CodePudding user response:
You're overwriting the entirity of each column each time you iterate through the loop because R is vectorised (runs on columns) by default. Also, theres no need to reset your seed each time you iterate through the loop. Try something like this.
library(tidyverse)
set.seed(123)
lapply(
1:10,
function(k) {
data.frame(
mn1 = mean(rnorm(25, 1, 1)),
mn2 = mean(rnorm(25, 2, 1)),
rep = k
)
}
) %>%
bind_rows()
mn1 mn2 rep
1 0.9666697 2.102137 1
2 1.0102410 2.282576 2
3 0.7231910 1.769008 3
4 1.2152427 1.862371 4
5 1.1074981 1.875461 5
6 1.1727220 2.326180 6
7 0.9789770 2.025131 7
8 1.0981718 1.752828 8
9 0.9402713 1.928519 9
10 1.2714378 2.283175 10
Or, taking advantage of the fact that the mean of n draws from N(mu, sd) is N(mu, sd/sqrt(n)),
data.frame(
rep=rep(1:10),
mn1=rnorm(10, 1, sqrt(1/25)),
mn2=rnorm(10, 2, sqrt(1/25))
)
rep mn1 mn2
1 1 1.2053570 2.176493
2 2 1.1502123 2.041120
3 3 0.6981667 1.876713
4 4 0.9809705 1.853040
5 5 0.8208104 1.973639
6 6 0.5858498 2.062003
7 7 1.0300240 1.792064
8 8 0.9841577 1.963138
9 9 0.9805261 2.193453
10 10 1.0432305 1.978344
CodePudding user response:
In R, the most basic object is still a vector, so this doesn't require a loop at all.

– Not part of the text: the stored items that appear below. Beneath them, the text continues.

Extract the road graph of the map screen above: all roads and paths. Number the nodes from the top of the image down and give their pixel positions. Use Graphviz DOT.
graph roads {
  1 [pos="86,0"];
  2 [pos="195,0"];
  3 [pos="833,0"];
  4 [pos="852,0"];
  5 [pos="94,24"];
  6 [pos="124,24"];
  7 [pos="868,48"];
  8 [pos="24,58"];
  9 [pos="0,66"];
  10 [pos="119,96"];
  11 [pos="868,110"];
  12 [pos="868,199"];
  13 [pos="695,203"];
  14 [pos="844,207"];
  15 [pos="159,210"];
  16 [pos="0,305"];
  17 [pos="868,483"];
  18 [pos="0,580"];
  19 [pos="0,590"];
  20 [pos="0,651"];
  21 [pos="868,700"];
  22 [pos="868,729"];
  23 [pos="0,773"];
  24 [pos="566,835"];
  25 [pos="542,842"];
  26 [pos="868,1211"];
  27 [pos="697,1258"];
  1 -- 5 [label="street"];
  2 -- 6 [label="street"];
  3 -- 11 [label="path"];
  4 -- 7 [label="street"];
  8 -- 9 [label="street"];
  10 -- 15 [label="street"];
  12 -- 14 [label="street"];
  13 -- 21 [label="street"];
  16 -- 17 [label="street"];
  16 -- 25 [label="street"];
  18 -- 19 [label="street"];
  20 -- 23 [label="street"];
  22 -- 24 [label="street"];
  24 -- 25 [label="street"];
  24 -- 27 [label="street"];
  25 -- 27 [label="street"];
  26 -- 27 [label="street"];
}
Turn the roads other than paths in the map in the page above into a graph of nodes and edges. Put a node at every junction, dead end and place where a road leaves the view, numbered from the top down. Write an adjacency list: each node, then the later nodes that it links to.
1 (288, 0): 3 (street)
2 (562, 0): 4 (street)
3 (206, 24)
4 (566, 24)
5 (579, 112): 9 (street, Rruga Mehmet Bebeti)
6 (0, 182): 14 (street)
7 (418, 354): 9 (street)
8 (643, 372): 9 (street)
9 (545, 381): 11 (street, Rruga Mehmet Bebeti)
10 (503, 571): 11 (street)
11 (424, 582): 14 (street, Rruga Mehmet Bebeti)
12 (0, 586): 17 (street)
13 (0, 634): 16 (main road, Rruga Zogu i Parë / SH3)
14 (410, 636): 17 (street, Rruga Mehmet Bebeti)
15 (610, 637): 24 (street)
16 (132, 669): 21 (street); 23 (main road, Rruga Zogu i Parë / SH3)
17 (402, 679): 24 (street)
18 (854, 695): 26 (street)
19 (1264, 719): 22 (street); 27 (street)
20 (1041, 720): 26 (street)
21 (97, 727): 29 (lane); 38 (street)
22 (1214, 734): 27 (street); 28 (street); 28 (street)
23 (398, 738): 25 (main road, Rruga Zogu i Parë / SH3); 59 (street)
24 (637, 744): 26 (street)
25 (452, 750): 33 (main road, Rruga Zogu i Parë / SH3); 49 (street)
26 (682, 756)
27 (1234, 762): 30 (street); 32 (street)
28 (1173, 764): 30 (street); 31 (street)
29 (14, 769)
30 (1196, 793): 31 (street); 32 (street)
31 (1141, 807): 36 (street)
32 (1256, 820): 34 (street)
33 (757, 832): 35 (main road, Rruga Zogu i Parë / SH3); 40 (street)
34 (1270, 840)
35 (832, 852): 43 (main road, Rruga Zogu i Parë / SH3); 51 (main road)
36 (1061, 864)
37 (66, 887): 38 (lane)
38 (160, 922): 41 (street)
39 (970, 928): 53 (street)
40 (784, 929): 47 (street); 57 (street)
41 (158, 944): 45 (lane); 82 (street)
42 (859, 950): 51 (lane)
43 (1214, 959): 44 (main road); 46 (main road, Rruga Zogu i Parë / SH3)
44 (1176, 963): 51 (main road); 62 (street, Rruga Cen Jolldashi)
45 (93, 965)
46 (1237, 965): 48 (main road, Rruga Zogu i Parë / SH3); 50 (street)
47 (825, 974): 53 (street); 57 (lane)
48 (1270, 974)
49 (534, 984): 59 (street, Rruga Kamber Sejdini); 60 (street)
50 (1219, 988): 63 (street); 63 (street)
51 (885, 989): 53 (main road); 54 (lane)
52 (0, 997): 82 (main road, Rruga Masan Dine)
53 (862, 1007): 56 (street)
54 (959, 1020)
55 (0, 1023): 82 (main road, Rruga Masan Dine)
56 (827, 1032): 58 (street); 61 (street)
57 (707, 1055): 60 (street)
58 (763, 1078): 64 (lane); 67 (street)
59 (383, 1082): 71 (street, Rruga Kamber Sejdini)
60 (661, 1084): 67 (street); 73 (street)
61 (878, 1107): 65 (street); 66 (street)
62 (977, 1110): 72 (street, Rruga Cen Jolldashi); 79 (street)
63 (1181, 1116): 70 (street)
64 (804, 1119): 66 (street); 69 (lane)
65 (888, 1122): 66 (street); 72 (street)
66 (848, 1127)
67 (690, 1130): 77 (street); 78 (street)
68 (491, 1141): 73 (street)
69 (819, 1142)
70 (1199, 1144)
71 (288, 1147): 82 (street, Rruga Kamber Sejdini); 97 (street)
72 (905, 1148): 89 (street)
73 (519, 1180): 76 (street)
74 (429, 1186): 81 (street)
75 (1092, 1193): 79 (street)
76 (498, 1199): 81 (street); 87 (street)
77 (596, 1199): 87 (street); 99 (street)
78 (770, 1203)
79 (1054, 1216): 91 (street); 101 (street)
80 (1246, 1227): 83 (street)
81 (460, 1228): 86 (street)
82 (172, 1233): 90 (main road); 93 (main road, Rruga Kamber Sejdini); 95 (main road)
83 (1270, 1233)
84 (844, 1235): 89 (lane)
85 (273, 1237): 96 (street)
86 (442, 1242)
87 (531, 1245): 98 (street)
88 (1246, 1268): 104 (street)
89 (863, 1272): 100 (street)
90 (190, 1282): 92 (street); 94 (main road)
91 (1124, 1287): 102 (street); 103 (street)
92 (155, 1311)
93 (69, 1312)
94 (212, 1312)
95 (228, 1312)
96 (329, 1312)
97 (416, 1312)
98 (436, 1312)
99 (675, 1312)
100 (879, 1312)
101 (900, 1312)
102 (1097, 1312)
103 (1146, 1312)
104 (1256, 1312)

When you are setting sim.res$mn1 <- mn1
you are putting mn1 into the data.frame, but since mn1 is only length 1 and sim.res has 10 rows, R repeats the value 10 times and puts it in your data.frame.
Also set.seed only needs to be used once for reproducibility.
set.seed(42)
sim.res <- data.frame(mn1 = replicate(10, mean(rnorm(25, 1, 1))),
mn2 = replicate(10, mean(rnorm(25, 2, 1))),
rep = 1:10)
sim.res
mn1 mn2 rep
1 1.0818928 1.934759 1
2 1.0153544 2.185476 2
3 0.9898056 1.523066 3
4 0.9132660 2.229027 4
5 1.1003520 1.754576 5
6 0.7468452 2.211500 6
7 0.8480360 2.303661 7
8 1.2965247 2.014611 8
9 0.7511059 1.801408 9
10 1.0231177 1.924155 10
replicate
is just a wrapper for sapply that makes this code easier to follow.
Maybe technically that's using a loop, but it sure doesn't look like one.